Law enforcement agencies have used this powerful technology to surveil and violate the rights of individuals and entire communities. For example, the NYPD used ALPRs to engage in religious profiling and suspicionless surveillance of the Muslim community for over a decade. ALPR data in Oakland, California, showed that police disproportionately deploy ALPR technology in low-income communities and communities of color. Police officers have also used ALPR databases to search for romantic interests in Florida and to look up the plates of vehicles near a gay bar and blackmail the vehicle owners. The University of Washington Center for Human Rights recently released a report which shows the threats ALPRs pose to immigrant and reproductive rights in our state because of local law enforcement’s unrestricted data sharing with federal and out-of-state law enforcement agencies.
 
Gunfire Detection Technologies
Gunfire detection technologies are automated decision systems that detect and convey the location of gunfire or other weapon fire using sensors. Law enforcement agencies use these systems to decide where to send police officers or investigate for gun violence. One of the most popular gunfire detection systems, ShotSpotter, is highly inaccurate and ineffective, increases the risk of police violence, and creates significant surveillance concerns. After hearing these concerns, Seattle recently rejected a $1 million funding proposal for gunfire detection technologies.

Multiple peer-reviewed studies1 have demonstrated that ShotSpotter is neither accurate nor effective, and its false alarms send police into communities for no reason, increasing the risk of deadly police violence.
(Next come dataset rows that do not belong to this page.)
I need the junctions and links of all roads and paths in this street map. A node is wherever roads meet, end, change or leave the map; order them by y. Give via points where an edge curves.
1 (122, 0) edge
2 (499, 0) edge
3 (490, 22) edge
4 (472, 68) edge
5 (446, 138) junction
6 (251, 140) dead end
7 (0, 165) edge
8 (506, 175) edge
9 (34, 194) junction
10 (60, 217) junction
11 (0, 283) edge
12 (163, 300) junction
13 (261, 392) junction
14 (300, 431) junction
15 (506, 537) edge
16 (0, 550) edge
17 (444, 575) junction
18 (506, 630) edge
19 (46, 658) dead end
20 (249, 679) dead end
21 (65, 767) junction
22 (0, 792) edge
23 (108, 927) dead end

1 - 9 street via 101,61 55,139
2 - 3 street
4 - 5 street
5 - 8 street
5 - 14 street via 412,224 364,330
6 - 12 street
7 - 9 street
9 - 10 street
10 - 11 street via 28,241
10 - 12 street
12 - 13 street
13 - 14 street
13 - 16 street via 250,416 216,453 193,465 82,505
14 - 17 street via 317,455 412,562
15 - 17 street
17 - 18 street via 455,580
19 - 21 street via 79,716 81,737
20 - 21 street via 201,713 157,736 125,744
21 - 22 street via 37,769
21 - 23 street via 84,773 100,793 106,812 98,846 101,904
ShotSpotter uses reports from police officers as “ground truth” in training its algorithm not to make errors, which is concerning as a ShotSpotter representative admitted in a 2016 trial that the company often reclassifies non-gunfire sounds as bullets at the request of police department customers. Such manipulation of reality further makes ShotSpotter inappropriate to use as evidence in court.
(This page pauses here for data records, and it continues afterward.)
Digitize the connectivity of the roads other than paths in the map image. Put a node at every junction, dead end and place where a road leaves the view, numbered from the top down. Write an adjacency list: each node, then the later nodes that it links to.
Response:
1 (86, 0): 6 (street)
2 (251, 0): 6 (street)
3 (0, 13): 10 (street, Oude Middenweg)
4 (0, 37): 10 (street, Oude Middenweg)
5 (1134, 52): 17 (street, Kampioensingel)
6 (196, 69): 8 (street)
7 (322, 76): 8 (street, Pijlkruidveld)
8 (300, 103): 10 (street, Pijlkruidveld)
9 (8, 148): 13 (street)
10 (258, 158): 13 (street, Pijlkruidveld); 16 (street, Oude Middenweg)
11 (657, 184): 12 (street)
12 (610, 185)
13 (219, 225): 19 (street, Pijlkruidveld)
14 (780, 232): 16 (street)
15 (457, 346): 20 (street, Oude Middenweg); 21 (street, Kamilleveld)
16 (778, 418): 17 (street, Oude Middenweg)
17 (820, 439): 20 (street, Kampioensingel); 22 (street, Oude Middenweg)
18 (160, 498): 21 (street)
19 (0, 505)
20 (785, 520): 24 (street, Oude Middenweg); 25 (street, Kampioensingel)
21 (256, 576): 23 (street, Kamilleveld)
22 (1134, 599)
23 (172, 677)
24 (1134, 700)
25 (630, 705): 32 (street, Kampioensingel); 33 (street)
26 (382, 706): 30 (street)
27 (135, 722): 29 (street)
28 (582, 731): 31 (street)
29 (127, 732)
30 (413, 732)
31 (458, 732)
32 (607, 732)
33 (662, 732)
Additionally, ShotSpotter poses serious surveillance concerns. Its microphones can record human voices, and in at least two criminal trials, prosecutors sought to introduce as evidence audio of voices recorded on acoustic gunshot detection systems2. People should not have to fear having private conversations surreptitiously recorded in their neighborhoods.


What Washington Can Do

Law enforcement agencies are increasingly using automated decision systems in policing, and without transparency and accountability. Police use of these systems can have life or death impacts. Many of these systems are error-prone, but even when they operate accurately, they can exacerbate police surveillance and violence. The examples of ADS above are just a few of many systems used in the policing context. We are working to pass a first-of-its-kind algorithmic accountability bill (SB 5116) in Washington that would, at a minimum, prohibit discrimination via algorithm and require government agencies—including law enforcement—to make transparent the ADS they use.
 
1. A 2021 peer-reviewed study of ShotSpotter use in 68 U.S. counties showed no reduction in firearm homicides, murder arrests, or weapons arrests. The authors conclude that there is a lack of evidence to support a return on investment (monetary or otherwise) from implementing gunfire detection technologies. A 2020 peer-reviewed study of acoustic gunshot detection systems showed no reductions in serious violent crimes, despite a major increase in the number of police deployments responding to supposed gunshots.  
2. In the California case People v. Johnson, the court admitted it into evidence. In the Massachusetts case Commonwealth v. Denison,  the court did not, ruling that a recording of “oral communication” is prohibited “interception” under the Massachusetts Wiretap Act.